Desde uma página arrancada de um livro na Biblioteca Pública, até roubos de computadores em escolas, os crimes contra o patrimônio municipal de Londrina agora estão sob a mira de câmeras e vigias. A prefeitura contratou uma empresa de segurança para proteger 226 locais, incluindo creches, postos de saúde, prédios de secretarias e até pontos turísticos. O trabalho vem sendo implantado gradativamente desde agosto.
O serviço terceirizado é visto pela prefeitura como um substituto para a Guarda Municipal, que era reivindicada por vários setores da sociedade. O secretário de Gestão Pública de Londrina, Jacks Dias, compara valores e diz que a vigilância particular é mais compensadora. ''Calculamos que seriam necessários pelos menos 600 guardas municipais para dar conta da cidade. Só com folha de pagamento, gastaríamos R$ 900 mil por mês'', diz. Já o contrato com a empresa curitibana Centronic, vencedora da licitação, foi fechado por R$ 346 mil mensais.
A segurança é feita por 70 vigilantes, aliados a câmeras e alarmes monitorados instalados nos imóveis públicos. Alguns locais também são equipados com circuito interno de TV, como a Biblioteca Municipal. Ela está sendo vigiada 24 horas por oito câmeras internas, com o objetivo principal de coibir furtos de páginas ou livros inteiros, delitos bastante comuns. As imagens ficam gravadas no sistema por até 15 dias.

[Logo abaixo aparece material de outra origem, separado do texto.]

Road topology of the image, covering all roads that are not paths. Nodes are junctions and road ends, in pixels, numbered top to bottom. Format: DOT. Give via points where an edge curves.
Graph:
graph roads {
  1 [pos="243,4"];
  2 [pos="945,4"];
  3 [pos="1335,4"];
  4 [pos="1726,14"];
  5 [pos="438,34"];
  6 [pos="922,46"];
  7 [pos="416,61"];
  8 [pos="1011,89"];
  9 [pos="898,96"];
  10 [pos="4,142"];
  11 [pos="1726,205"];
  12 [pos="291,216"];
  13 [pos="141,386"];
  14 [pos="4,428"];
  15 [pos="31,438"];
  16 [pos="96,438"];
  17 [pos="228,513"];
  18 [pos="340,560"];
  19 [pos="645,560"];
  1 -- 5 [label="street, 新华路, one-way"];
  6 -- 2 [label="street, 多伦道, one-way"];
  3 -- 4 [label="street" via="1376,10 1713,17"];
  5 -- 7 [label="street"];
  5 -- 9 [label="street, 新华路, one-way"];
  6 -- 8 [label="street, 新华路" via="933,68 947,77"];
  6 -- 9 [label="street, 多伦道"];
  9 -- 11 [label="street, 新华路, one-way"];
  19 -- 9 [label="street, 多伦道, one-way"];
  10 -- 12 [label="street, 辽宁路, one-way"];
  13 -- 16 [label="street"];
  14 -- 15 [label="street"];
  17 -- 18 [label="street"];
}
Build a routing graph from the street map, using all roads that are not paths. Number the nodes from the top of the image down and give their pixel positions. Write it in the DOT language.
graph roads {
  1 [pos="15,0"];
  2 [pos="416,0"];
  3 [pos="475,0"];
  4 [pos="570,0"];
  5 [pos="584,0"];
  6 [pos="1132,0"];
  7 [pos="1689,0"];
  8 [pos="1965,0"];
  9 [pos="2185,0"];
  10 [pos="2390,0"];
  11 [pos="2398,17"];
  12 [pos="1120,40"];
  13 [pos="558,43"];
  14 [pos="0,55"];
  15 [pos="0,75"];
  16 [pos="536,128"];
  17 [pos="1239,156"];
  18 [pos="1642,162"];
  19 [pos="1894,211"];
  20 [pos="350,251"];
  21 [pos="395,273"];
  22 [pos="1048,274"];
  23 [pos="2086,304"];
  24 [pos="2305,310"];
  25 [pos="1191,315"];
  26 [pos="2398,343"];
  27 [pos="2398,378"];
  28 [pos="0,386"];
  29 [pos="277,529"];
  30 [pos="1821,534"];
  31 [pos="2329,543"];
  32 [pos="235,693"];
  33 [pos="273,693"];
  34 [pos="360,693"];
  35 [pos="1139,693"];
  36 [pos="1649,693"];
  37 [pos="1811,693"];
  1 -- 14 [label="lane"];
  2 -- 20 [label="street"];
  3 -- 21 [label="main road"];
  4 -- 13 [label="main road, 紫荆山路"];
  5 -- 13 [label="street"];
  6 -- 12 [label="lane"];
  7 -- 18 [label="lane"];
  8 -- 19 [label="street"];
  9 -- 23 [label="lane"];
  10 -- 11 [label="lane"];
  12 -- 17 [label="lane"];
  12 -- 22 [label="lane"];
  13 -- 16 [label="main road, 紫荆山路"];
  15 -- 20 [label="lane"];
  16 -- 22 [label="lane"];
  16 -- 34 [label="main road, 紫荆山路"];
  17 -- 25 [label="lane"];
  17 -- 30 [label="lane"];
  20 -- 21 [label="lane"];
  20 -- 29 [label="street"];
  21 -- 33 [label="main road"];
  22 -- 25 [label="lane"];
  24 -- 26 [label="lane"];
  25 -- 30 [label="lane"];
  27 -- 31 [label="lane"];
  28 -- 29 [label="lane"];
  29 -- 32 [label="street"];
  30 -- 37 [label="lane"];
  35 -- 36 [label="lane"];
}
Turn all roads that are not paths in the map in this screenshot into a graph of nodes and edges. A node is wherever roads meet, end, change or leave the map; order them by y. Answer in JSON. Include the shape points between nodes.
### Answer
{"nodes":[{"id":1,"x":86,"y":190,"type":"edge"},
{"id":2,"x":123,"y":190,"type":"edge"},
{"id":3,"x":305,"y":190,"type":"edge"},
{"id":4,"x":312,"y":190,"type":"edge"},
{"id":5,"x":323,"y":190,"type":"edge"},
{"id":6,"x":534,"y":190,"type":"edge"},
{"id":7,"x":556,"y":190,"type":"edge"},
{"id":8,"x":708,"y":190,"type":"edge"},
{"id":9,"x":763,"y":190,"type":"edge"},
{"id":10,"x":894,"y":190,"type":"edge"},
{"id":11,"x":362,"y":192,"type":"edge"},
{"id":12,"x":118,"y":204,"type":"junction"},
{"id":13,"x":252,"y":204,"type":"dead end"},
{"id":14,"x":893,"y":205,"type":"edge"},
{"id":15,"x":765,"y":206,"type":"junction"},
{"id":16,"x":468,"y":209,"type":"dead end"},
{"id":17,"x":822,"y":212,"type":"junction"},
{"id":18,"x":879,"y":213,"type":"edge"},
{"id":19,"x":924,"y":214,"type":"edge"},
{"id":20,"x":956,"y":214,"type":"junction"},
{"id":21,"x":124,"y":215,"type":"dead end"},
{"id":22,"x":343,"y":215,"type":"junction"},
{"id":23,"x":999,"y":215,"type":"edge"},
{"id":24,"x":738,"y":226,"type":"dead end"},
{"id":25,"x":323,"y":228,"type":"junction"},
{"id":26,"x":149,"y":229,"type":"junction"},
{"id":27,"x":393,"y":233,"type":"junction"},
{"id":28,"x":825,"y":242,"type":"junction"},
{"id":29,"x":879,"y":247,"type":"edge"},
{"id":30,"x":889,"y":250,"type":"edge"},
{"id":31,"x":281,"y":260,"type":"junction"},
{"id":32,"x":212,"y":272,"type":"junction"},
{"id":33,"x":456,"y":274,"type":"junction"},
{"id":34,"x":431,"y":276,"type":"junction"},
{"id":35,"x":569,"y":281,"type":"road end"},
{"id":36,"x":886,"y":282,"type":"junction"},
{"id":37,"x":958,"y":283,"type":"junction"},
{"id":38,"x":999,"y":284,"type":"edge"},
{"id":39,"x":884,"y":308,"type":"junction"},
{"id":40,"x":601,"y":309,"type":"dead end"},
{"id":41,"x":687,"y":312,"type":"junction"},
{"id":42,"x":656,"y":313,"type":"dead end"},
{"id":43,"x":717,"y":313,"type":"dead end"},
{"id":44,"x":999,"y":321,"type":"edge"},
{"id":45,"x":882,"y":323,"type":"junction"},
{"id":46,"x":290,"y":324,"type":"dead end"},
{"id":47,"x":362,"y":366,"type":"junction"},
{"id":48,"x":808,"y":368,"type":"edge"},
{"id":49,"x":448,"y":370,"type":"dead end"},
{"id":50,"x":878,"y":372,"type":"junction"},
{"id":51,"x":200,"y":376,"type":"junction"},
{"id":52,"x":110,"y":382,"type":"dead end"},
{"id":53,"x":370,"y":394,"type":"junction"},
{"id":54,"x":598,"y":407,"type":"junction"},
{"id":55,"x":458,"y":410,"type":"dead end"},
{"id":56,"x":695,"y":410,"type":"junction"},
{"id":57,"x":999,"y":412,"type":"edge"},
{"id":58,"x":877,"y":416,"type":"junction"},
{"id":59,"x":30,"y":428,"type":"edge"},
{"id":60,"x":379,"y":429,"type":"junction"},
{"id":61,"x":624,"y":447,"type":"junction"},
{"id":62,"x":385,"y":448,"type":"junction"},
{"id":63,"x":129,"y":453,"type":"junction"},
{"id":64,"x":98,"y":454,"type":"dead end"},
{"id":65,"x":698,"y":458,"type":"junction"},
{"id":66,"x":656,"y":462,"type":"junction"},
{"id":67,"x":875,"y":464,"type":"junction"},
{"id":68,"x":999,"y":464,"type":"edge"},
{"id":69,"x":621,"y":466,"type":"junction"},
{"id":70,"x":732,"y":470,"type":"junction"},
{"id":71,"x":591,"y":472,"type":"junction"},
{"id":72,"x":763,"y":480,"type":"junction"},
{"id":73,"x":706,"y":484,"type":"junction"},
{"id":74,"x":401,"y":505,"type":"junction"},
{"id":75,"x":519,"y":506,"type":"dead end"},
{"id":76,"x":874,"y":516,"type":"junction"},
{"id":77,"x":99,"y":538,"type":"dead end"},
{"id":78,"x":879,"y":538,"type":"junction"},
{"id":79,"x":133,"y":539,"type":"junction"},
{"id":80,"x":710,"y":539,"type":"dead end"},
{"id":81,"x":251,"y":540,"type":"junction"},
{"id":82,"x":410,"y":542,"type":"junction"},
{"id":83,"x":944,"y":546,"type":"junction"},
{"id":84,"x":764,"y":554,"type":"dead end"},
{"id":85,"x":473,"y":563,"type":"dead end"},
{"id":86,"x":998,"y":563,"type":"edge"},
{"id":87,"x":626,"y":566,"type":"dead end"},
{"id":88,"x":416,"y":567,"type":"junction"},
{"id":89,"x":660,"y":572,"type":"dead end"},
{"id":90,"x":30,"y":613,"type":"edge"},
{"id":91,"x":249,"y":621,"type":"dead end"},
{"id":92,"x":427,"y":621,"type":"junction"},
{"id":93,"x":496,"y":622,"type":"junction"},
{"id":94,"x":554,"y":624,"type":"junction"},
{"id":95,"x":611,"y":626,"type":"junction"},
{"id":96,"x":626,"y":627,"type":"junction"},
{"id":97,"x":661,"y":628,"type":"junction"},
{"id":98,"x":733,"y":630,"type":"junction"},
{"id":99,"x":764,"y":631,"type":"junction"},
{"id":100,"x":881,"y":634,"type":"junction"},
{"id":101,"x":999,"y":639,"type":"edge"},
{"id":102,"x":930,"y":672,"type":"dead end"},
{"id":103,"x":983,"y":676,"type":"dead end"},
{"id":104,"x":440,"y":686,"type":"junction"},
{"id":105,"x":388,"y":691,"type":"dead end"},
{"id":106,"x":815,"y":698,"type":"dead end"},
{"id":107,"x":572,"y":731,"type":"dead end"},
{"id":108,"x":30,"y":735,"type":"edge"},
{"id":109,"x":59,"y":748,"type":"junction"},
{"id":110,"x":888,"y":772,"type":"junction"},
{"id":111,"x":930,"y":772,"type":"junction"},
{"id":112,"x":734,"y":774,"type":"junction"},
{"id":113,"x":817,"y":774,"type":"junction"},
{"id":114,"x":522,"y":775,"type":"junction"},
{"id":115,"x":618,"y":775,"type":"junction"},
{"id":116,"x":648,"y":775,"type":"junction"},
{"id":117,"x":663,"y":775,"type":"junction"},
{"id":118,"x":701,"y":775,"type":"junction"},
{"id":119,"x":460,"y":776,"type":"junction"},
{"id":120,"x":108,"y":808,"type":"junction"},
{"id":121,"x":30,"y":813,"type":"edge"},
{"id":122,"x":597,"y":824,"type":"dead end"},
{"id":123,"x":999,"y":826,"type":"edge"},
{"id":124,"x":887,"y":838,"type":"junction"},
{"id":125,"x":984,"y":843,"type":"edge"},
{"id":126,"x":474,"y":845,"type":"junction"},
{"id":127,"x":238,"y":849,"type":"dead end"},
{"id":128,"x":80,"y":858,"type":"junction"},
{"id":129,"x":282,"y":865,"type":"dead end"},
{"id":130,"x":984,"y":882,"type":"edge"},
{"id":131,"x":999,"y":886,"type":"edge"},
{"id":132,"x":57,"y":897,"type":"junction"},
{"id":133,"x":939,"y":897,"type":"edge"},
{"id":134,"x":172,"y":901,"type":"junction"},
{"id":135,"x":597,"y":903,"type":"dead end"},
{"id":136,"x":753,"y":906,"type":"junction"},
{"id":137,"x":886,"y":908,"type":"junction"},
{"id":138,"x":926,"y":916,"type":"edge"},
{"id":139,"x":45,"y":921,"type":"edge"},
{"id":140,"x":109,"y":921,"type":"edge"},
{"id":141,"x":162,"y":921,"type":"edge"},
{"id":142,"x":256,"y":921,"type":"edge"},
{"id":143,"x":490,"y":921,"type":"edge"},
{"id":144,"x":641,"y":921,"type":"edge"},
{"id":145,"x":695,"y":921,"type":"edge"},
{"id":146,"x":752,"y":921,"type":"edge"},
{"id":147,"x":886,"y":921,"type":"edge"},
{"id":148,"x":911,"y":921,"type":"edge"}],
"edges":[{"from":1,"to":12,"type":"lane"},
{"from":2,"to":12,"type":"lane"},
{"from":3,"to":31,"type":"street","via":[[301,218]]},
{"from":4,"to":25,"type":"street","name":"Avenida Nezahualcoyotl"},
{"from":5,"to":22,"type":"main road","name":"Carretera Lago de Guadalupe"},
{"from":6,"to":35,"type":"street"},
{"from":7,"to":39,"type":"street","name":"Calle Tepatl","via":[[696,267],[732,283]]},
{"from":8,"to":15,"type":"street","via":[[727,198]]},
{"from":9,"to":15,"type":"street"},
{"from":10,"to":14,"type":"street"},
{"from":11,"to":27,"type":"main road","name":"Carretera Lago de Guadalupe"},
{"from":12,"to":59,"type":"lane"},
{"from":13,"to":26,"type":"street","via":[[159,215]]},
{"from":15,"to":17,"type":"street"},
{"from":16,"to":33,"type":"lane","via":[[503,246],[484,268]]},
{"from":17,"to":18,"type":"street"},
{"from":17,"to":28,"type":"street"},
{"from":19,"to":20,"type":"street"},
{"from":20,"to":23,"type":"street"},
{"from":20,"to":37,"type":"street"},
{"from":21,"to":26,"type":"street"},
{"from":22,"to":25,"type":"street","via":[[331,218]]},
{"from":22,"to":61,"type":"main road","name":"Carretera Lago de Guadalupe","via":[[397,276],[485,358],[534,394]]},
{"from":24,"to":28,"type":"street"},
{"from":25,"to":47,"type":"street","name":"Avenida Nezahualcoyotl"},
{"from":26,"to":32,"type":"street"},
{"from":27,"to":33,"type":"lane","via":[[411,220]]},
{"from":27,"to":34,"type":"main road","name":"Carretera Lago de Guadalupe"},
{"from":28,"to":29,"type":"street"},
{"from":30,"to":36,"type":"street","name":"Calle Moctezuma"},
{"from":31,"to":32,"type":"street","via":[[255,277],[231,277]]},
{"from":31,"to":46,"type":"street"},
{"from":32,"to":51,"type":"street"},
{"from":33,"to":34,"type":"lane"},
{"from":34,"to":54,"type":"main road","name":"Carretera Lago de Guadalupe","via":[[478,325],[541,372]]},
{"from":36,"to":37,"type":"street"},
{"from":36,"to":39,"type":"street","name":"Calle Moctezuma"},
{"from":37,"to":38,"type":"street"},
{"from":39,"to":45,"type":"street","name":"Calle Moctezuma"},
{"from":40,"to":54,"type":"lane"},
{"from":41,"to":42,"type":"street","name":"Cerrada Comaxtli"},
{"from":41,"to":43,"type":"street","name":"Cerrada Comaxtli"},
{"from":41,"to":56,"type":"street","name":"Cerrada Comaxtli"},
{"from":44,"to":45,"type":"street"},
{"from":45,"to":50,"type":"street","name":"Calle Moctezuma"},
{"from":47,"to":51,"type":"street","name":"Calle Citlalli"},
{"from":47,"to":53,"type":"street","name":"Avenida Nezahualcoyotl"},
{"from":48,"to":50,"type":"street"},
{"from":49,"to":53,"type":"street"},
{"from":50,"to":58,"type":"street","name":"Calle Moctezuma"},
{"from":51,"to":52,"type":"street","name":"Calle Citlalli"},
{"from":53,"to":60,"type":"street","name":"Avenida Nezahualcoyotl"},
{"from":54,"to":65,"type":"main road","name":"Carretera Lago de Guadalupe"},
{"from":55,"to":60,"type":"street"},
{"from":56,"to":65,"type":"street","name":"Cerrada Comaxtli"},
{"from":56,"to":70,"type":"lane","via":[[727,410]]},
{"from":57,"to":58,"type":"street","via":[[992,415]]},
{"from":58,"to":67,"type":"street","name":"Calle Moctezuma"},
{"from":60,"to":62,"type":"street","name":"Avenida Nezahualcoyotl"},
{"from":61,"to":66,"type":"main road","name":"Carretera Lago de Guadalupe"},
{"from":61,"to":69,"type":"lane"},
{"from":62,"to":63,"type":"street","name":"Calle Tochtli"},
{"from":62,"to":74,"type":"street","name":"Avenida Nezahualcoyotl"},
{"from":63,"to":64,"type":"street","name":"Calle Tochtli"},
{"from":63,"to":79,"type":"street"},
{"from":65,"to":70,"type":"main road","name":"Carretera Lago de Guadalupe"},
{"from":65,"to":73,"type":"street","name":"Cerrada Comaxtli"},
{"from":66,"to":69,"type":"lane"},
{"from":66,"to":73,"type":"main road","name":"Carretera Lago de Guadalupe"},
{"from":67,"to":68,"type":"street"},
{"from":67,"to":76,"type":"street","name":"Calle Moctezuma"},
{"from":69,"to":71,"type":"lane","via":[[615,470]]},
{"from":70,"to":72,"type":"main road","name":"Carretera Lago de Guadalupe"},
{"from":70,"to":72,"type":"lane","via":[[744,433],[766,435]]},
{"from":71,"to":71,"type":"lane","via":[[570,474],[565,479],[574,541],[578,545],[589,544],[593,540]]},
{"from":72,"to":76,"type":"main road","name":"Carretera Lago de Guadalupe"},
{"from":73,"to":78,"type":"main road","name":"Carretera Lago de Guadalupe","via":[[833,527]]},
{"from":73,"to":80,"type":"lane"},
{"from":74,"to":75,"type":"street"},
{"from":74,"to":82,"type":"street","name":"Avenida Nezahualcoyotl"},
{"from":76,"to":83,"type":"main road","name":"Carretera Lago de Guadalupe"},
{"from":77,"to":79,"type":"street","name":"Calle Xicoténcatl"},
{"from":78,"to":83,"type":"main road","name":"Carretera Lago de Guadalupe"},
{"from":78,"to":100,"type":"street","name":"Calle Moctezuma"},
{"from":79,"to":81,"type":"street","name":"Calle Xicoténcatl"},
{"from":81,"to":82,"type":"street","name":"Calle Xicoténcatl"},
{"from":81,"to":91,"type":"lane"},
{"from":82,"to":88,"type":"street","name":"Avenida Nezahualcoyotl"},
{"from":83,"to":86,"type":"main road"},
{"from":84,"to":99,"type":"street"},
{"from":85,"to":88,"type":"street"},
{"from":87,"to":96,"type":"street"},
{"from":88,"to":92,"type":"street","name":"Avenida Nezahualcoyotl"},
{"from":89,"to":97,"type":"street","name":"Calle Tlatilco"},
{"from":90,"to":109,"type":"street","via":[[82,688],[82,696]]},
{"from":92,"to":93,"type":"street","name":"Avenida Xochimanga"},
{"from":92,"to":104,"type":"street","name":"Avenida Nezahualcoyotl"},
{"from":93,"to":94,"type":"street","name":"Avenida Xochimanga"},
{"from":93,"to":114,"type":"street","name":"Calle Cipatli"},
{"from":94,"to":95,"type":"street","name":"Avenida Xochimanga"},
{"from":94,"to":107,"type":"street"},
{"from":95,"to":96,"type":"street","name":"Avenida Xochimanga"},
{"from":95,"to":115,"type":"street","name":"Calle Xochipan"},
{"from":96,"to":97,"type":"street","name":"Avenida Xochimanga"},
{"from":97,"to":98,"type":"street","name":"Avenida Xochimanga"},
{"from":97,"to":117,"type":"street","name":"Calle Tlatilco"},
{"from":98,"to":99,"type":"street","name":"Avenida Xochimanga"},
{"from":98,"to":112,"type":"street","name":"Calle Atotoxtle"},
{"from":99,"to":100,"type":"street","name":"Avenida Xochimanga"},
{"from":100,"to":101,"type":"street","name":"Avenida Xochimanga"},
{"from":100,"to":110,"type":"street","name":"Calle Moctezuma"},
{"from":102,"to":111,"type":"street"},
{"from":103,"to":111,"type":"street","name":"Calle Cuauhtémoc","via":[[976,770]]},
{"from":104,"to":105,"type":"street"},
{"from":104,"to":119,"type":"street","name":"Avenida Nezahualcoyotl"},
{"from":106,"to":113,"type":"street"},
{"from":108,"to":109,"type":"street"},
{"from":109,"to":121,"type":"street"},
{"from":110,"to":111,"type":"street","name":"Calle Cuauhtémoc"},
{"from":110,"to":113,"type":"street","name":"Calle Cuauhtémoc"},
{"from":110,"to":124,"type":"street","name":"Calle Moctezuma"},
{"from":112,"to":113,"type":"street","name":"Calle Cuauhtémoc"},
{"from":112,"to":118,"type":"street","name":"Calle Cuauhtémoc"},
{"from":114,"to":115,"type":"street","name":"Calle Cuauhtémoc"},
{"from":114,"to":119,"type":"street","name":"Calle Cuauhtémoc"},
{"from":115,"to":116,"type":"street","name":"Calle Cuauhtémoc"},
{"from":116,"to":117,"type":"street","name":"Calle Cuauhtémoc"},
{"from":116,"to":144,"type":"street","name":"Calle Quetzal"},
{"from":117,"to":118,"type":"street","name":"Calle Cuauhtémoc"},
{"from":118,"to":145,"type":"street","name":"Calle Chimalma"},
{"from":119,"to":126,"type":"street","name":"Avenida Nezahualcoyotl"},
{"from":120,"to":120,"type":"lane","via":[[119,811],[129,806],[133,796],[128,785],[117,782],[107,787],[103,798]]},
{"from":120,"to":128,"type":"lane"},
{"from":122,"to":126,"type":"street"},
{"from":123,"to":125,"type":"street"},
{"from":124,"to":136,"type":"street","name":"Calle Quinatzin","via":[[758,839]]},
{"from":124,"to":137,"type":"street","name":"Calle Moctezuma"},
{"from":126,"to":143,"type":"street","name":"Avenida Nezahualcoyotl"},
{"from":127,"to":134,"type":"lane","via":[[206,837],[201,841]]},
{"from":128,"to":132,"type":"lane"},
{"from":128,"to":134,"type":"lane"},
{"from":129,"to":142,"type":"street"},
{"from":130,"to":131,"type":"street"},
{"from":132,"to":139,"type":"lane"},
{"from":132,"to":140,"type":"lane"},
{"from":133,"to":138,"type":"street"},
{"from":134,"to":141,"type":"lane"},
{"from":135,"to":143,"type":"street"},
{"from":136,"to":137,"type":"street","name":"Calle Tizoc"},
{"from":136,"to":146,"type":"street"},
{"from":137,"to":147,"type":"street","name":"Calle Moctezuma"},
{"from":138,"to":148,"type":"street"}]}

''Na biblioteca, livro também é patrimônio público. E quando as pessoas percebem as câmeras, elas já pensam duas vezes antes de danificar o acervo'', explica o diretor de gestão de bens municipais de Londrina, Pedro Afonso Figueiredo. O circuito de câmeras também foi instalado em prédios que armazenam grande quantidade de materiais, como o Centrofarma e o Almoxarifado.
Os parques municipais Arthur Thomas e Daissaku Ikeda, ambos na Zona Sul, são os únicos locais protegidos por vigias armados. A atuação já ocorria há cerca de dois anos, mas agora os funcionários foram incorporados pela nova empresa de segurança contratada pela prefeitura. Márcio Carneiro Ribas, um dos três vigilantes que se revezam no Arthur Thomas, afirma que o trabalho é essencialmente preventivo. ''Rodamos o parque todo de motocicleta ou à pé. Não me lembro de nenhum crime cometido aqui, mas tem moleques que pulam o muro do parque e, se você der moleza, eles levam alguma coisa'', observa.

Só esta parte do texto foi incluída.